Going back to lunch, let’s also say that here is a thunderstorm outside during lunch. It’s raining cats and dog, lightning flashing, thunder rolling. We’re all familiar with first seeing the lightning and then hearing the thunder. We know that these events occur at the same time but we don’t “get” them at the same time. Instead, the thunder has latency when compared to the lightning; the event is actually simultaneous with the lightning but it’s arrival is some time later. In the StreamInsight, we have ways of handling this. First, when you handle your CTIs declaratively, either using IDeclareAdvanceTimeSettings or using AdvanceTimeGenerationSettings, you can specify a delay for late-arriving events that then allows these events to be processed with the appropriate, on-time arriving events. For events that arrive even later than that, you can specify dropping or adjusting those events. An example of IDeclareAdvanceTimeSettings is below. In this example, we’re saying “Everything that happens in a 5 second window is considered simultaneous. Wait for a second before that window is closed. Anything that comes in late should be adjusted to the current application time.”

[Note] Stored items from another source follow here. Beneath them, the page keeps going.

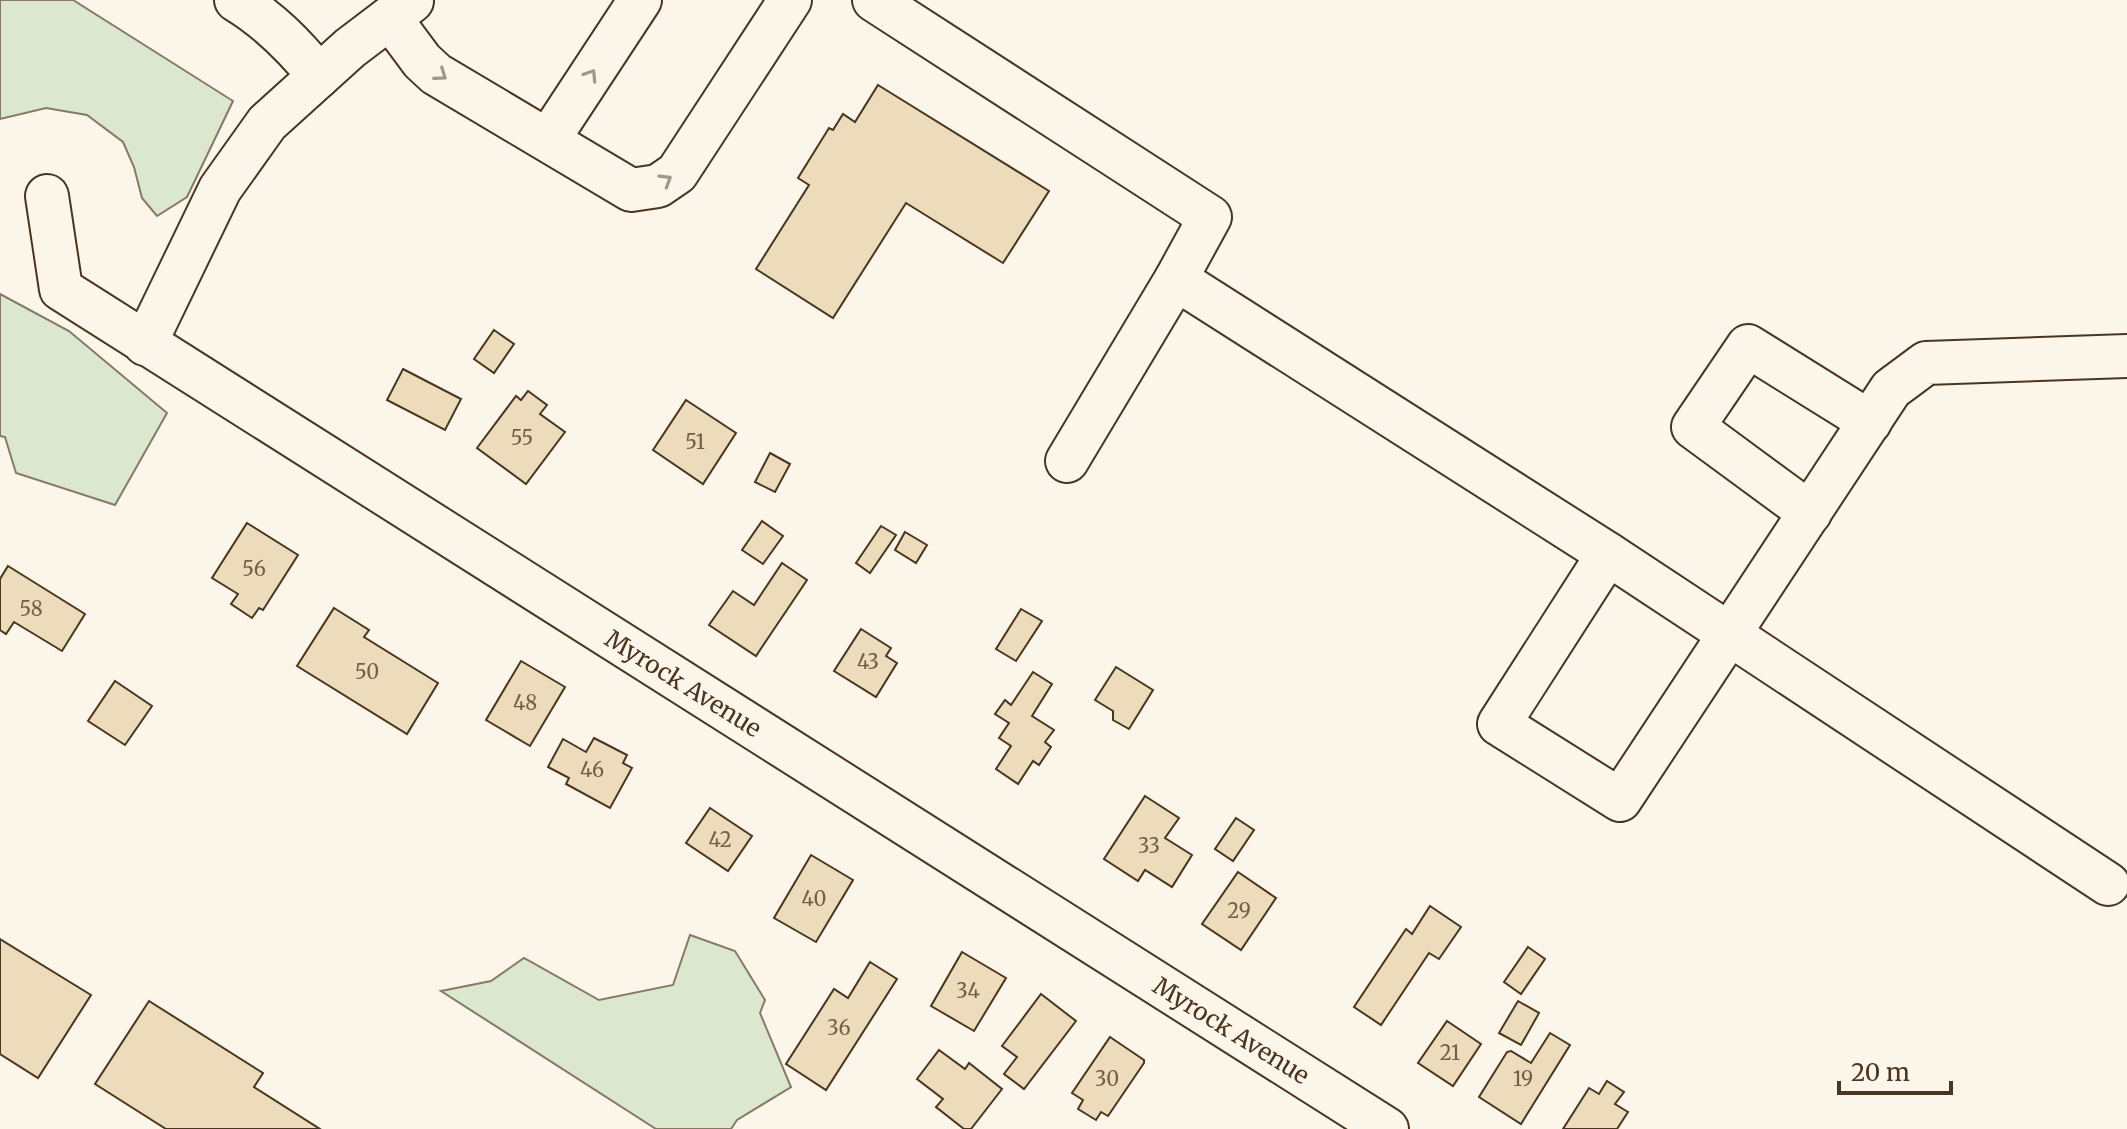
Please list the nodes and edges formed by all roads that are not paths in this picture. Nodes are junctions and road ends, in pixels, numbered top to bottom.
1 (236, 0) edge
2 (640, 0) edge
3 (790, 0) edge
4 (874, 0) edge
5 (401, 9) edge
6 (319, 76) junction
7 (548, 140) junction
8 (47, 196) dead end
9 (1176, 279) junction
10 (145, 344) junction
11 (2127, 356) edge
12 (1870, 422) junction
13 (1067, 461) dead end
14 (1810, 513) junction
15 (1608, 554) junction
16 (1730, 634) junction
17 (2108, 884) dead end
18 (1387, 1129) edge

1 - 6 street
7 -> 2 street
7 -> 3 street
4 - 9 street
5 - 6 street
5 -> 7 street
6 - 10 street
8 - 10 street, Myrock Avenue
9 - 13 street
9 - 15 street
10 - 18 street, Myrock Avenue
11 - 12 street
12 - 14 street
12 - 14 street
14 - 16 street
15 - 16 street
15 - 16 street
16 - 17 street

var advanceTimeSettings = new AdapterAdvanceTimeSettings(
new AdvanceTimeGenerationSettings(
TimeSpan.FromSeconds(5), //Frequency of the CTITimeSpan.FromSeconds(1)), //Delay for late-arriving eventsAdvanceTimePolicy.Adjust);

One caveat with using IDeclareAdvanceTimeSettings … if your adapter is not enqueuing events, the StreamInsight engine will not keep enqueuing CTIs. The CTIs are enqueued only while your adapter is sending events into the queue. So … don’t think that it’s going to keep happily chugging away on, say, a reference stream adapter when you aren’t pushing events in.

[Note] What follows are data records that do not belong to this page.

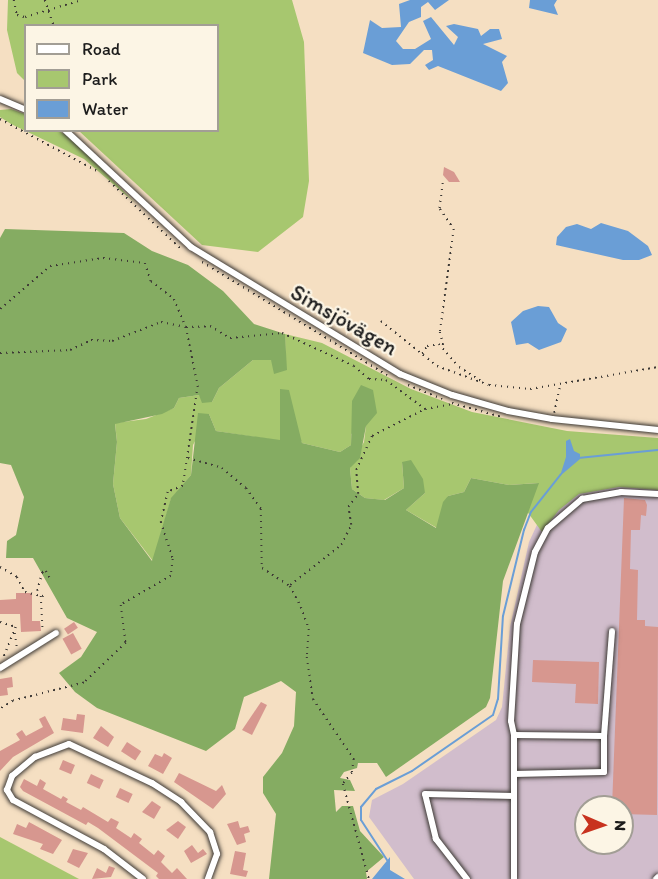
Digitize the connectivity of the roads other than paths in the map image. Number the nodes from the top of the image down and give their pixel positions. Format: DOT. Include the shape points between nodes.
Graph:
graph roads {
  1 [pos="0,99"];
  2 [pos="24,109"];
  3 [pos="67,132"];
  4 [pos="658,430"];
  5 [pos="658,494"];
  6 [pos="612,631"];
  7 [pos="56,633"];
  8 [pos="1,667"];
  9 [pos="514,735"];
  10 [pos="603,736"];
  11 [pos="514,774"];
  12 [pos="514,796"];
  13 [pos="143,879"];
  14 [pos="207,879"];
  15 [pos="467,879"];
  16 [pos="514,879"];
  1 -- 2 [label="street"];
  3 -- 4 [label="street, Simsjövägen" via="191,247 400,374 452,395 552,419"];
  5 -- 9 [label="street" via="621,492 582,499 548,528 527,577 517,624 511,721"];
  6 -- 10 [label="street"];
  7 -- 8 [label="street"];
  9 -- 10 [label="street"];
  9 -- 11 [label="street"];
  10 -- 11 [label="street" via="604,772"];
  11 -- 12 [label="street"];
  12 -- 15 [label="street" via="425,794 425,807 436,839"];
  12 -- 16 [label="street"];
  13 -- 14 [label="street" via="104,849 13,800 6,790 12,776 35,758 69,744 152,783 181,802 210,832 217,854"];
}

If you are programmatically enqueuing your CTI events, you have even more control – you can really do whatever you want/need/desire to do since you enqueue the CTI time yourself.

Now … we’ve been talking a lot about time and you may think that it’s always happening now and related to the system clock. While that can be true, it’s not necessarily true. StreamInsight runs with application time, not system clock time. What does that mean? Well, it means, first of all, that events don’t have to be enqueued with a timestamp of DateTimeOffset.Now. You can enqueue events with any time that you want. You could, for example, re-run events from a log file using the original timestamp … and you would need to enqueue your CTIs with the proper (in the past) timestamps. You could call this “playback” mode … you’re reviewing events in the past as they happened; for example, watching a video of an event in your life. Like that video, you don’t have to watch it at 1x speed … you can fast forward through events. Your application time does not have to be now … it can be 10 years ago. When you enqueue your events and CTIs, you enqueue them with the appropriate timestamp 10 years ago as well.